### [What to produce]
Only the lines from the one containing "Trace all roads" through the end of the entries should be repeated, exactly as they appear, first and last included.

### [Dataset records]
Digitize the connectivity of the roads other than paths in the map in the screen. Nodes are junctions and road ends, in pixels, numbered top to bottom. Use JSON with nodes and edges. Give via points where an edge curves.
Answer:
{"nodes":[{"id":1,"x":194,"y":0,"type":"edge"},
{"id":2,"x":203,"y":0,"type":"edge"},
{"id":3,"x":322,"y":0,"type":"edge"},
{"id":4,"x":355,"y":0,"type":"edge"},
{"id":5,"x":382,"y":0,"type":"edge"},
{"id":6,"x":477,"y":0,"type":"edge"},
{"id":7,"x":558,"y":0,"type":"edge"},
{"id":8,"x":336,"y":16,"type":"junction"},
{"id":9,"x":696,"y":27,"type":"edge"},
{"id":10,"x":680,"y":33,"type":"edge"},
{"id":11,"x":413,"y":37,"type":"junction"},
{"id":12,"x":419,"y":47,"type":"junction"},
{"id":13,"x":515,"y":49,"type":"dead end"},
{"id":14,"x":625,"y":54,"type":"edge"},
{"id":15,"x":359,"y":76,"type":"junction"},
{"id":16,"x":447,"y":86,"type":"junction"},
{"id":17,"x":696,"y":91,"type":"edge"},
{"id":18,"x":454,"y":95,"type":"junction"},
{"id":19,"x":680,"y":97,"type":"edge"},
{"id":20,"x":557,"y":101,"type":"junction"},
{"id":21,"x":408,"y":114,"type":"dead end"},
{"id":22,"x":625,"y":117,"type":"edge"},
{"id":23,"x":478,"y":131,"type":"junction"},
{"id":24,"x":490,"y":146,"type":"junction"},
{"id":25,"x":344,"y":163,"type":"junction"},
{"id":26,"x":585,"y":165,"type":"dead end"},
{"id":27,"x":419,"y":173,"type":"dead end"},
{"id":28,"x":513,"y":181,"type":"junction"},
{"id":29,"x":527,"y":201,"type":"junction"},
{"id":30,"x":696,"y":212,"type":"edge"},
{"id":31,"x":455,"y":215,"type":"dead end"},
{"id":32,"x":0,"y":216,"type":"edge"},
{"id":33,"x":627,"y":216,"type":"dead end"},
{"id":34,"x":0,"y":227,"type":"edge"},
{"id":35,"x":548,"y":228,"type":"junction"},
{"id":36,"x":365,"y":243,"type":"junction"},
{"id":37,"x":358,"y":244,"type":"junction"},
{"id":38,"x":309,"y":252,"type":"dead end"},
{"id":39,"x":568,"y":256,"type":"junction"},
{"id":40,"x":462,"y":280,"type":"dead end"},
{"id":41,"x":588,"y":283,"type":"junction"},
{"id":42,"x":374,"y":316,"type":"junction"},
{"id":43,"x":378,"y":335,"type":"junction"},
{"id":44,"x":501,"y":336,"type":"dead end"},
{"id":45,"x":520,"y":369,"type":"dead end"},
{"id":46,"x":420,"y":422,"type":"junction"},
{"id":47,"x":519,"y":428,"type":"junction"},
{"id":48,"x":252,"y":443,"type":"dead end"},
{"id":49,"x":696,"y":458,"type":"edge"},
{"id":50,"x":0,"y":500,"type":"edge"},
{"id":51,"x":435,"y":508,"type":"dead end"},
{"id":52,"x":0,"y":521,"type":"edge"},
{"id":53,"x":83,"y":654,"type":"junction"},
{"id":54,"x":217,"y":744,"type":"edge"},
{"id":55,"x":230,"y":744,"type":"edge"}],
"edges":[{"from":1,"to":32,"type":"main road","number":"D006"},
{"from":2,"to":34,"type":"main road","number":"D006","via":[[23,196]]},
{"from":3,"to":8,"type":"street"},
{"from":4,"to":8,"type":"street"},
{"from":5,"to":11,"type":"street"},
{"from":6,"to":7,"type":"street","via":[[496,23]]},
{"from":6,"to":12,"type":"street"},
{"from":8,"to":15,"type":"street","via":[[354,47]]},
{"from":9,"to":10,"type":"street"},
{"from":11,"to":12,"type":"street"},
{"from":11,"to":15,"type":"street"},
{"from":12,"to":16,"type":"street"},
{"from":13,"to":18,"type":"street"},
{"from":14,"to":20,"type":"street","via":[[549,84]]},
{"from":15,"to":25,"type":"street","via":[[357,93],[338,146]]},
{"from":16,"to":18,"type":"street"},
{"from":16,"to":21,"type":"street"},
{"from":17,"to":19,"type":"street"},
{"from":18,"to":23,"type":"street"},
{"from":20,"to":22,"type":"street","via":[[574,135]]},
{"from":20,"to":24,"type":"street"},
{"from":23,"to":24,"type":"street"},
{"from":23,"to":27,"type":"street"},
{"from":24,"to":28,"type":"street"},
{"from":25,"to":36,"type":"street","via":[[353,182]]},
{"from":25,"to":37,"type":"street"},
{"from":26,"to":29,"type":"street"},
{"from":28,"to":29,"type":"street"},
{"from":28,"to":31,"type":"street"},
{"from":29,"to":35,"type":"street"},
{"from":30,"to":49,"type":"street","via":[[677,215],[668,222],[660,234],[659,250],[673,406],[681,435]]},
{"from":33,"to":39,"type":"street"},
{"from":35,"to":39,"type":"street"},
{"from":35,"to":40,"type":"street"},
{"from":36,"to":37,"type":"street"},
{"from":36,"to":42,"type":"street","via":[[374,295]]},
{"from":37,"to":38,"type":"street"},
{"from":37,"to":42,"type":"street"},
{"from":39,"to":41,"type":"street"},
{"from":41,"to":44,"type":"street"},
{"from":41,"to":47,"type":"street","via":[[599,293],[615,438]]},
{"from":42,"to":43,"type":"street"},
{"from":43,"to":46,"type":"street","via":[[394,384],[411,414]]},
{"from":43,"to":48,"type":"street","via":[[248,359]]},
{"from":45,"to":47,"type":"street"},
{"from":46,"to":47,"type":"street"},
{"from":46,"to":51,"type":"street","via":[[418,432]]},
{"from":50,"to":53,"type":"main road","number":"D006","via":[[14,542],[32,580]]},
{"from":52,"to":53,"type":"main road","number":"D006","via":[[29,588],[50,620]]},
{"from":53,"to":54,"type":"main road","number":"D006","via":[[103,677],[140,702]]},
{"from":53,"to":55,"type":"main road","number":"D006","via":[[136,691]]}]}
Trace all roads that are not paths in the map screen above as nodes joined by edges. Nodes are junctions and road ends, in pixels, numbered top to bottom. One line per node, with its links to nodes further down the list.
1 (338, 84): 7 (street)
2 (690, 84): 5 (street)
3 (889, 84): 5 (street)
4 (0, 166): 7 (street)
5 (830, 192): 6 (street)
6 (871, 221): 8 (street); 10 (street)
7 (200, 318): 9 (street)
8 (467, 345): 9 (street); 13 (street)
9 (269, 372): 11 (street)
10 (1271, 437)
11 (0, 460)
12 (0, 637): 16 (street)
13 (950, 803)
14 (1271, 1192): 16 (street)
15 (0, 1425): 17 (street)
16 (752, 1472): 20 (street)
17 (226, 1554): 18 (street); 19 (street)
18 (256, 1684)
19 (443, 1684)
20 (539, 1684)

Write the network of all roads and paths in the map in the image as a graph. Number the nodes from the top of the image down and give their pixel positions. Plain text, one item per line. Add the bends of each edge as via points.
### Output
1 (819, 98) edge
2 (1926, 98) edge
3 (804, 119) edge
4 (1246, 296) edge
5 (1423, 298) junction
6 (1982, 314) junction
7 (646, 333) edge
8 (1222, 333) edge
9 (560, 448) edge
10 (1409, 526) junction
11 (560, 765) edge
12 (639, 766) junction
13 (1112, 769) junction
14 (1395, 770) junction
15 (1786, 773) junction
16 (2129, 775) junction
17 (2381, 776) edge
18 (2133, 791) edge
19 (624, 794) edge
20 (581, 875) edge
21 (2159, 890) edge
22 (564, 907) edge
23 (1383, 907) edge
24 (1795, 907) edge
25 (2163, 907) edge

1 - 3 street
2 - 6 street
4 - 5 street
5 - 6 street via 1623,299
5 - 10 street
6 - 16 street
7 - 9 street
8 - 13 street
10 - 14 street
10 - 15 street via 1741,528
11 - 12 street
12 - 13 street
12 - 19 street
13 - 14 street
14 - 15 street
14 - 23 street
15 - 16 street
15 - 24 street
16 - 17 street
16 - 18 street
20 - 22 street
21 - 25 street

### [Solution to this task]
Trace all roads that are not paths in the map screen above as nodes joined by edges. Nodes are junctions and road ends, in pixels, numbered top to bottom. One line per node, with its links to nodes further down the list.
1 (338, 84): 7 (street)
2 (690, 84): 5 (street)
3 (889, 84): 5 (street)
4 (0, 166): 7 (street)
5 (830, 192): 6 (street)
6 (871, 221): 8 (street); 10 (street)
7 (200, 318): 9 (street)
8 (467, 345): 9 (street); 13 (street)
9 (269, 372): 11 (street)
10 (1271, 437)
11 (0, 460)
12 (0, 637): 16 (street)
13 (950, 803)
14 (1271, 1192): 16 (street)
15 (0, 1425): 17 (street)
16 (752, 1472): 20 (street)
17 (226, 1554): 18 (street); 19 (street)
18 (256, 1684)
19 (443, 1684)
20 (539, 1684)

Write the network of all roads and paths in the map in the image as a graph. Number the nodes from the top of the image down and give their pixel positions. Plain text, one item per line. Add the bends of each edge as via points.
### Output
1 (819, 98) edge
2 (1926, 98) edge
3 (804, 119) edge
4 (1246, 296) edge
5 (1423, 298) junction
6 (1982, 314) junction
7 (646, 333) edge
8 (1222, 333) edge
9 (560, 448) edge
10 (1409, 526) junction
11 (560, 765) edge
12 (639, 766) junction
13 (1112, 769) junction
14 (1395, 770) junction
15 (1786, 773) junction
16 (2129, 775) junction
17 (2381, 776) edge
18 (2133, 791) edge
19 (624, 794) edge
20 (581, 875) edge
21 (2159, 890) edge
22 (564, 907) edge
23 (1383, 907) edge
24 (1795, 907) edge
25 (2163, 907) edge

1 - 3 street
2 - 6 street
4 - 5 street
5 - 6 street via 1623,299
5 - 10 street
6 - 16 street
7 - 9 street
8 - 13 street
10 - 14 street
10 - 15 street via 1741,528
11 - 12 street
12 - 13 street
12 - 19 street
13 - 14 street
14 - 15 street
14 - 23 street
15 - 16 street
15 - 24 street
16 - 17 street
16 - 18 street
20 - 22 street
21 - 25 street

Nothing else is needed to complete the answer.